Each input file contains one test case. Each case occupies 2 lines, each gives the information of a sequence. For each sequence, the first positive integer N (≤ 2 × $10^5$) is the size of that sequence. Then N integers follow, separated by a space. It is guaranteed that all the integers are in the range of long int.

Output Specification

For each test case you should output the median of the two given sequences in a line.

Sample Input

1
2

4 11 12 13 14
5 9 10 15 16 17

Sample Output

1

13

Analysis

  这题乍一看以为是水题（其实就是水题），看数蛮大的就想着用哈希表统计数字出现次数，然后从小到大累加数字出现次数直至到达中位数。写完交上去的瞬间以为过了，眼睛扫到最下面发现最后一个测试点运行超时…

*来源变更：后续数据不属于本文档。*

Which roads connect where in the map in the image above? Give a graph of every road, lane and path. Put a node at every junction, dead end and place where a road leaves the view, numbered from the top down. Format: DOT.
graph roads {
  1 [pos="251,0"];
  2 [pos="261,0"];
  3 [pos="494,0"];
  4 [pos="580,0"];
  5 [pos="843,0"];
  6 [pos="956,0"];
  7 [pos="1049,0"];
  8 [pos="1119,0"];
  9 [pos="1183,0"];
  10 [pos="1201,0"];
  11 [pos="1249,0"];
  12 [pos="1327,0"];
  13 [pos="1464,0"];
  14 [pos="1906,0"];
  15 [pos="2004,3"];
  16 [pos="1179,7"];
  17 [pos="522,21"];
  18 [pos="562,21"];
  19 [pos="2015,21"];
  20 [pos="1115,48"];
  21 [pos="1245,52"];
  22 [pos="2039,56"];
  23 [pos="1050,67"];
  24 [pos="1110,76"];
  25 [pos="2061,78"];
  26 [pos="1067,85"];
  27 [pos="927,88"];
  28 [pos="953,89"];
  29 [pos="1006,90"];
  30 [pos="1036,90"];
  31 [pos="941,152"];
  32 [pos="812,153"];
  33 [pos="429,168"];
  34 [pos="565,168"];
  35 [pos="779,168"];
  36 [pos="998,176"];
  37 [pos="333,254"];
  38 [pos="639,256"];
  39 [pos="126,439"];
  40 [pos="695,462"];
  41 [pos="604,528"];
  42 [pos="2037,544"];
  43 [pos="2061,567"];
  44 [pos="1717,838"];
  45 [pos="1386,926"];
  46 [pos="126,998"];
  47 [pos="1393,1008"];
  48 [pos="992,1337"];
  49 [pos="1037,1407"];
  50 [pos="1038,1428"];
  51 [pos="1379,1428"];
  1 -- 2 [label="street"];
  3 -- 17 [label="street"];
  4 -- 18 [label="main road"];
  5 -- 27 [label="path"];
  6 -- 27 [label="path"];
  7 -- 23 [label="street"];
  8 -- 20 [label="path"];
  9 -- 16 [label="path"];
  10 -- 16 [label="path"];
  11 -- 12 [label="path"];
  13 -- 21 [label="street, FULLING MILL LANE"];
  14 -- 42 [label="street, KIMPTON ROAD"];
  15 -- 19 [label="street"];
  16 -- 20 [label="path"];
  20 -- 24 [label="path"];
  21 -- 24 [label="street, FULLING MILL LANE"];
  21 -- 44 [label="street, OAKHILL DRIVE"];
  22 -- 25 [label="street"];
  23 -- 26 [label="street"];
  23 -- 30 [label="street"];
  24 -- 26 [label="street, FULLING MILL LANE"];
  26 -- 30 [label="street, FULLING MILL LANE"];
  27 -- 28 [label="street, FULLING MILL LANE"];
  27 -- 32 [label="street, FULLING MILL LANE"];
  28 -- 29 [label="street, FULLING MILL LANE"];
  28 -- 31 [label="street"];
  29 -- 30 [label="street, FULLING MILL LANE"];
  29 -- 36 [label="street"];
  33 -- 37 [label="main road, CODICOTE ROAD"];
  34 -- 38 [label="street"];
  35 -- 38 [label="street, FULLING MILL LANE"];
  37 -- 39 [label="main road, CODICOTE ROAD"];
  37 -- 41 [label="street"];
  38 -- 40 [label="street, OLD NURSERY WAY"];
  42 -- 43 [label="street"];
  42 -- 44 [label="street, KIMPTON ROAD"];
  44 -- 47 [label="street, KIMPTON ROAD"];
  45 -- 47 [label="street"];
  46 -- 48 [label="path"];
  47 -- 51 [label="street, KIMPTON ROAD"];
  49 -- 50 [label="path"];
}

  网上搜一圈题解看到很多写法，但无非都是 Two Pointers 的思想。和归并排序差不多，两个指针 i 和 j 分别指向两个序列 $S_1$ 和 $S_2$ 的头部，不断选择最小的元素以生成第三个序列 $S_3$ 也就是合并后的序列。为了节约空间和时间，只读入 $S_1$，$S_2$ 只记录指针当前指向得数，边读入边移动指针，找到中位数即可结束读入。根据题目要求我们不需要真的生成第三个序列，只找到中位数即可，也就是排除 ($N_1$ + $N_2$ - 1) / 2 个数，然后从两个指针指向的数中选择较小的一个输出。

  合并的序列 $S_3$ 中，可能出现 $S_1$ 所有数在中位数左边，或者 $S_2$ 所有数在中位数左边。因此在 $A_1$ 和 $A_2$ 的末尾添加无穷大，以结束该序列的搜索，具体见代码。

Code

  最开始的错误解法，哈希表统计数字。满心欢喜提交上去，结果有一个测试点显示超时，我枯了。

1
2
3
4
5
6
7
8
9
10
11
12
13
14
15
16
17
18
19
20
21
22
23
24
25
26
27
28
29

#include <bits/stdc++.h>
using namespace std;

map<int, int> mp;

int main() {
    ios::sync_with_stdio(false);
    cin.tie(0);
    int mid = 0;
    for (int i = 0; i < 2; i++) {
       int N, num;
       cin >> N;
       mid += N;
       for (int j = 0; j < N; j++) {
            cin >> num;
            mp[num]++;
       }
    }
    mid = ceil(mid / 2.0);
    int cnt = 0;
    for (auto it = mp.begin(); it != mp.end(); it++) {
        if (cnt + it->second < mid) {
            cnt += it->second;
        } else {
            cout << it->first << endl;
            return 0;
        }
    }
}

  下面是 AC 代码。嫖了大佬思路，用 Two Pointers 思想的解法。

1
2
3
4
5
6
7
8
9
10
11
12
13
14
15
16
17
18
19
20
21
22
23
24
25
26
27
28
29

#include <bits/stdc++.h>
using namespace std;

int main() {
    ios::sync_with_stdio(false);
    cin.tie(0);
    int N1, N2;
    cin >> N1;
    vector<int> S1(N1 + 1);
    for (int i = 0; i < N1; i++) {
        cin >> S1[i];
    }
    S1[N1] = INT_MAX;
    cin >> N2;
    int mid = (N1 + N2 - 1) / 2, S2, i = 0, j = 0, cnt = 0;
    cin >> S2;
    while (cnt++ < mid) {
        if (S1[i] < S2) {
            i++;
        } else {
            if (++j < N2) {
                cin >> S2;
            } else {
                S2 = INT_MAX;
            }
        }
    }
    cout << (S1[i] < S2 ? S1[i] : S2) << endl;
}

Tsukkomi

  想着好不容易逮到一道水题正好让我爽一下，唰唰唰写完交上去结果被测试点卡得怀疑人生。如果考试时候出了这么道题，那我可能要打出 GG 了。